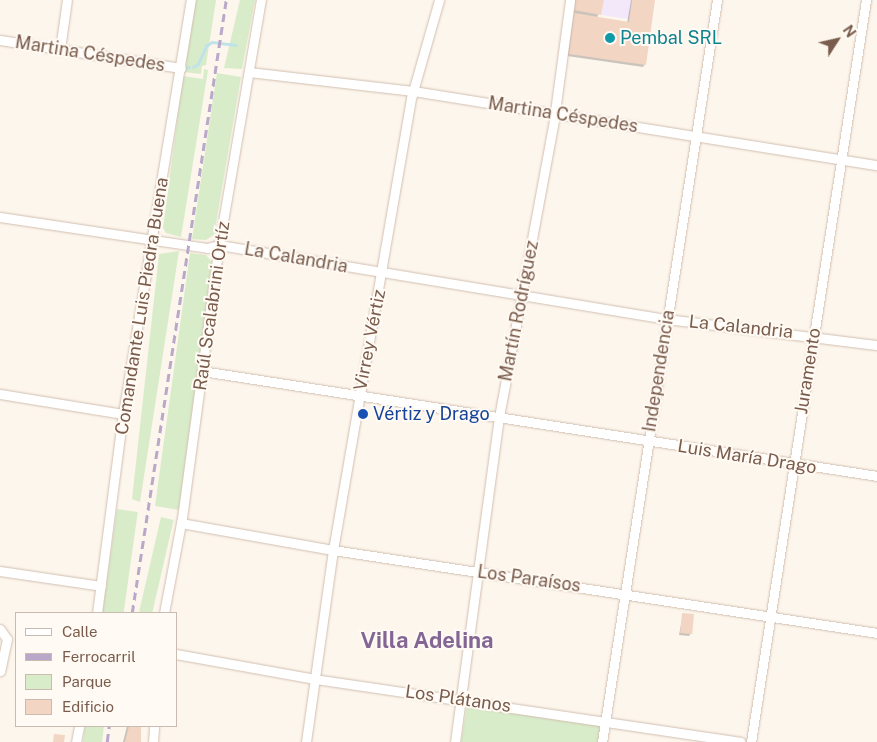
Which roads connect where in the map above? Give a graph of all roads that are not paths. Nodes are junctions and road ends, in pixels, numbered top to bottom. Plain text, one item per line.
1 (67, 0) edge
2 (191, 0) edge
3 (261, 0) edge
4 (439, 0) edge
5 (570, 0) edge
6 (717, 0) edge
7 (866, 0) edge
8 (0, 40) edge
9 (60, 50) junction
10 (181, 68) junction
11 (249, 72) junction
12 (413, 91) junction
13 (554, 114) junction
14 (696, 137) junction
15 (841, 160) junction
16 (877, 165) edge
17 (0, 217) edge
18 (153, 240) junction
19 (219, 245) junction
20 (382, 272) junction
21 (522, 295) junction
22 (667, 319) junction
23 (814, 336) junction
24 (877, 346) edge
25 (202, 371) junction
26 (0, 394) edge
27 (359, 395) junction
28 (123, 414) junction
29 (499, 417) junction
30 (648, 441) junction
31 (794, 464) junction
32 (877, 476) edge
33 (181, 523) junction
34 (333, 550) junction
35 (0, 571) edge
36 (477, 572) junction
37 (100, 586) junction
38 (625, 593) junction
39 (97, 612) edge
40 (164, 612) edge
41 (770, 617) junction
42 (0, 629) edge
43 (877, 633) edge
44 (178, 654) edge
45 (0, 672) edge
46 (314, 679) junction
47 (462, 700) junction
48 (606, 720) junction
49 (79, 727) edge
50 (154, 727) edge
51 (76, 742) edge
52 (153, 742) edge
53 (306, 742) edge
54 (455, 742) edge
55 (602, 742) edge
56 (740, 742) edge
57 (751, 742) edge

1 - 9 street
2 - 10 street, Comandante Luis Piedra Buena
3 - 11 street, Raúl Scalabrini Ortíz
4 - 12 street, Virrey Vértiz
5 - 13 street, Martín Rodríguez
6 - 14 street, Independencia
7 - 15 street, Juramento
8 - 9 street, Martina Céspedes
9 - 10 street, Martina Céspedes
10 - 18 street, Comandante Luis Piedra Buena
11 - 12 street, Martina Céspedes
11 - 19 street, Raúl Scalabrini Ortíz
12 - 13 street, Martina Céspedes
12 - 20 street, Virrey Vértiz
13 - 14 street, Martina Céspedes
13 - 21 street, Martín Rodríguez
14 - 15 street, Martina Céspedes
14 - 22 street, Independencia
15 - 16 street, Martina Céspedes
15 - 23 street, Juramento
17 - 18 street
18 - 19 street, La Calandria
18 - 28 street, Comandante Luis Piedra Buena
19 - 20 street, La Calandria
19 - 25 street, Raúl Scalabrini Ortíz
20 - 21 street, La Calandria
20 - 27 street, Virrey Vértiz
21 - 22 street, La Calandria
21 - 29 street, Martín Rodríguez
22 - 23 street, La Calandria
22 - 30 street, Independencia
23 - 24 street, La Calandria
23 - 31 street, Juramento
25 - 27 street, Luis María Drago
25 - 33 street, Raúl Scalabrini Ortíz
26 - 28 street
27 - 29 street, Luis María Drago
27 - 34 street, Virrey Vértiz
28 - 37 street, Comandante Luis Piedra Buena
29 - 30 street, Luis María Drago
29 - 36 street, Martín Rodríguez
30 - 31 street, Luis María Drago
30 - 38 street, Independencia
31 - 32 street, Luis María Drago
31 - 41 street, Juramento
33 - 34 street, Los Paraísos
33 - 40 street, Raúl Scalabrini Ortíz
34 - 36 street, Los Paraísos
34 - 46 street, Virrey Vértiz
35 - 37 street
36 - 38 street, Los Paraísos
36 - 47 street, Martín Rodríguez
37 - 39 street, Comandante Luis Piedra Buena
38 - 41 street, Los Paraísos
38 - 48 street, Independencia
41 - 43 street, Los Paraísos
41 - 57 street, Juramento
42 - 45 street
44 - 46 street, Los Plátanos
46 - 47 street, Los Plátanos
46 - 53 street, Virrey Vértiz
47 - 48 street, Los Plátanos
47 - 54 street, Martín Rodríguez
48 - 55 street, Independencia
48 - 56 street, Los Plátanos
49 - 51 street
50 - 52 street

══════════════════════════════

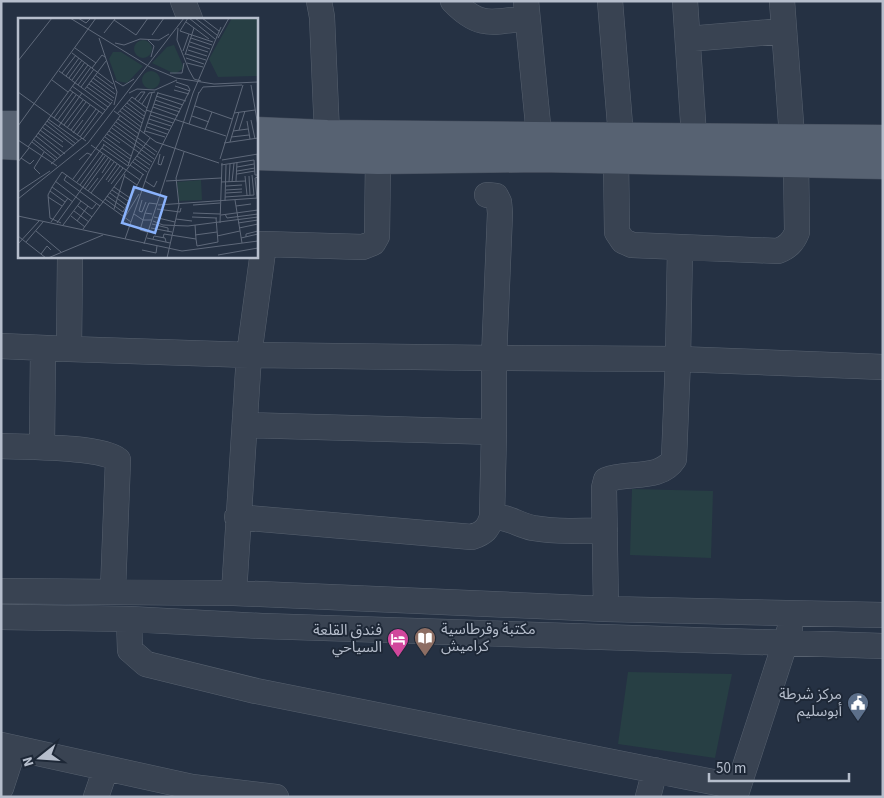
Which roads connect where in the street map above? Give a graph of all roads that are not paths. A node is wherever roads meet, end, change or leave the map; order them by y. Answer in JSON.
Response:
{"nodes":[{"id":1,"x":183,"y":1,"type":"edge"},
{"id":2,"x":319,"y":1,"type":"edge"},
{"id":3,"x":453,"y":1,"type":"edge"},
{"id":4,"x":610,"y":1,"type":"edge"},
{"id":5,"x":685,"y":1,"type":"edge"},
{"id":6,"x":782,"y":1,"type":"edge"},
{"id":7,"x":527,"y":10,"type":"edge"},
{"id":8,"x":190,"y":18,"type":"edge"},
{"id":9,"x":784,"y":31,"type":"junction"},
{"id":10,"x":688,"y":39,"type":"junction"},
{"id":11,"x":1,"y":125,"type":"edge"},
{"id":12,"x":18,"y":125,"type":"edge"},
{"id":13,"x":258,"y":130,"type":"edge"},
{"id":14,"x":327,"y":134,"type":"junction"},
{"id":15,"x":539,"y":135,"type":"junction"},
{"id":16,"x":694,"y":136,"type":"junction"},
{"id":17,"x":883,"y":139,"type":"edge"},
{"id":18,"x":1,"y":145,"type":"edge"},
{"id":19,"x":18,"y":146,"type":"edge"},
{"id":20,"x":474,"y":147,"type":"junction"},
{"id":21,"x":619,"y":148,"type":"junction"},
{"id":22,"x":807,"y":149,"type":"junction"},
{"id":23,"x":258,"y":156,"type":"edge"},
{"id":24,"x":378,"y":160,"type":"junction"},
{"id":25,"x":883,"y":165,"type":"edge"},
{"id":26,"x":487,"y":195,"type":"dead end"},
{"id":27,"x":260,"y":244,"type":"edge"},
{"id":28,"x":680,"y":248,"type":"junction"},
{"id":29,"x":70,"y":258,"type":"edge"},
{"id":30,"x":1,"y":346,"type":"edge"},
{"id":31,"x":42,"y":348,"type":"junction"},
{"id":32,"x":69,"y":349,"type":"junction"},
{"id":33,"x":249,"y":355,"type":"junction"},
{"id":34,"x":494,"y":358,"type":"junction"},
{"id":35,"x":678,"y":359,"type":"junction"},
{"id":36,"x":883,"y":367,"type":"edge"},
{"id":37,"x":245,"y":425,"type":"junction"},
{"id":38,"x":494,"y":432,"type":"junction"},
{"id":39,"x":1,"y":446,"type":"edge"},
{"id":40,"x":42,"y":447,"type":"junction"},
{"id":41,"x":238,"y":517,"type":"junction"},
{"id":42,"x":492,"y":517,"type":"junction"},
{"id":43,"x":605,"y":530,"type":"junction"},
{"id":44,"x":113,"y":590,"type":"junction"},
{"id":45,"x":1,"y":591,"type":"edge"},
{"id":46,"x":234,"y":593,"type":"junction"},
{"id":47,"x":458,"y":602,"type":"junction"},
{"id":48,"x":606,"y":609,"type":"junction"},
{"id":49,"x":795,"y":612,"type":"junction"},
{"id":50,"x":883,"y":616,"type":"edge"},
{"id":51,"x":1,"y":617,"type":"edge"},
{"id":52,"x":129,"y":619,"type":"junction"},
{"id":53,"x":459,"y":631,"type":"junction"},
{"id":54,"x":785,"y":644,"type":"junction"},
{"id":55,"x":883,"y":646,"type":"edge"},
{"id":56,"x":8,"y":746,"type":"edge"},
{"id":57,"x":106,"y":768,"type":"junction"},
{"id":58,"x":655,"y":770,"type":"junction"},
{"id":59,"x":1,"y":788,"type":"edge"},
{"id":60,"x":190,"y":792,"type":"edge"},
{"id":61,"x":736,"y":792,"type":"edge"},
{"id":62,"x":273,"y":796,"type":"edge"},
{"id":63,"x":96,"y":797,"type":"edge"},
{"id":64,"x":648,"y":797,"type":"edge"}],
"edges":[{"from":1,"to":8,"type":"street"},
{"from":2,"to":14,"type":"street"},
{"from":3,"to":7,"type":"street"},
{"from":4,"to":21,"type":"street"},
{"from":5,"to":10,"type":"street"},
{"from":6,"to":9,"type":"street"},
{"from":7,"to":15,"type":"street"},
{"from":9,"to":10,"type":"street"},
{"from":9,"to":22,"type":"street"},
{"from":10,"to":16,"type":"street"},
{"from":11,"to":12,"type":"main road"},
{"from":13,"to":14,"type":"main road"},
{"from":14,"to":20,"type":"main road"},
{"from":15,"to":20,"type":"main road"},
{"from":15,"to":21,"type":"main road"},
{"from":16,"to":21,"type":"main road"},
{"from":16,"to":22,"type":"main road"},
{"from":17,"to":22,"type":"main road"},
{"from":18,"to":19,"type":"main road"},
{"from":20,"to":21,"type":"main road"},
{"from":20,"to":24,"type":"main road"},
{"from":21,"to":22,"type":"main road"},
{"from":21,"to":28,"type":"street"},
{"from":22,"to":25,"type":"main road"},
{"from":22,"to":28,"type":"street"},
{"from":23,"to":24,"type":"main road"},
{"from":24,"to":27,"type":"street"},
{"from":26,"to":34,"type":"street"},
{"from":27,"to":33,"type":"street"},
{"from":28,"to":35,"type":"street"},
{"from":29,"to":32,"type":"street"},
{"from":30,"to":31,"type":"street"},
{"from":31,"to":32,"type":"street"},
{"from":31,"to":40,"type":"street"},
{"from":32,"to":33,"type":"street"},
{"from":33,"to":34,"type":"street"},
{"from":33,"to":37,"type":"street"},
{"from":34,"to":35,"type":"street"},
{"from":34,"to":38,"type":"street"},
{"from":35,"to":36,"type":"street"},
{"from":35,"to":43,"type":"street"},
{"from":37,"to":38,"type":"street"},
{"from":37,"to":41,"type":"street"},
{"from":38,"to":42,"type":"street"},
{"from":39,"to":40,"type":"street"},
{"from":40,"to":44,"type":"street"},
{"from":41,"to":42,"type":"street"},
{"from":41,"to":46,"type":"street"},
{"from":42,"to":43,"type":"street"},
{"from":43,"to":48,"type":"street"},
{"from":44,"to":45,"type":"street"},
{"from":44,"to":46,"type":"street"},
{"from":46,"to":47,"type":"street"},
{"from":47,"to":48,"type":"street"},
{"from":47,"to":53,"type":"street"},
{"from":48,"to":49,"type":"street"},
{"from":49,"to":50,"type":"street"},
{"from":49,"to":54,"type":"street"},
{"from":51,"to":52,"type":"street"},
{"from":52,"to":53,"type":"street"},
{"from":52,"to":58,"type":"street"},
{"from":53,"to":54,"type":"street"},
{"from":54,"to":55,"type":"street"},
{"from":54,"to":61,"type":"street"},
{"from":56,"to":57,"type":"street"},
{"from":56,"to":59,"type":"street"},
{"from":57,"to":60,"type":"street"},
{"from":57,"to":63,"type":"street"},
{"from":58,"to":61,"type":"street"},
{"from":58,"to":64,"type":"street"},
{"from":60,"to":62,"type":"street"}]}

══════════════════════════════

#### [Exercise objective]
Examine the records above and give the number of lines in which the string "Paraísos" appears, with no other words.

#### [Answer for the task]
5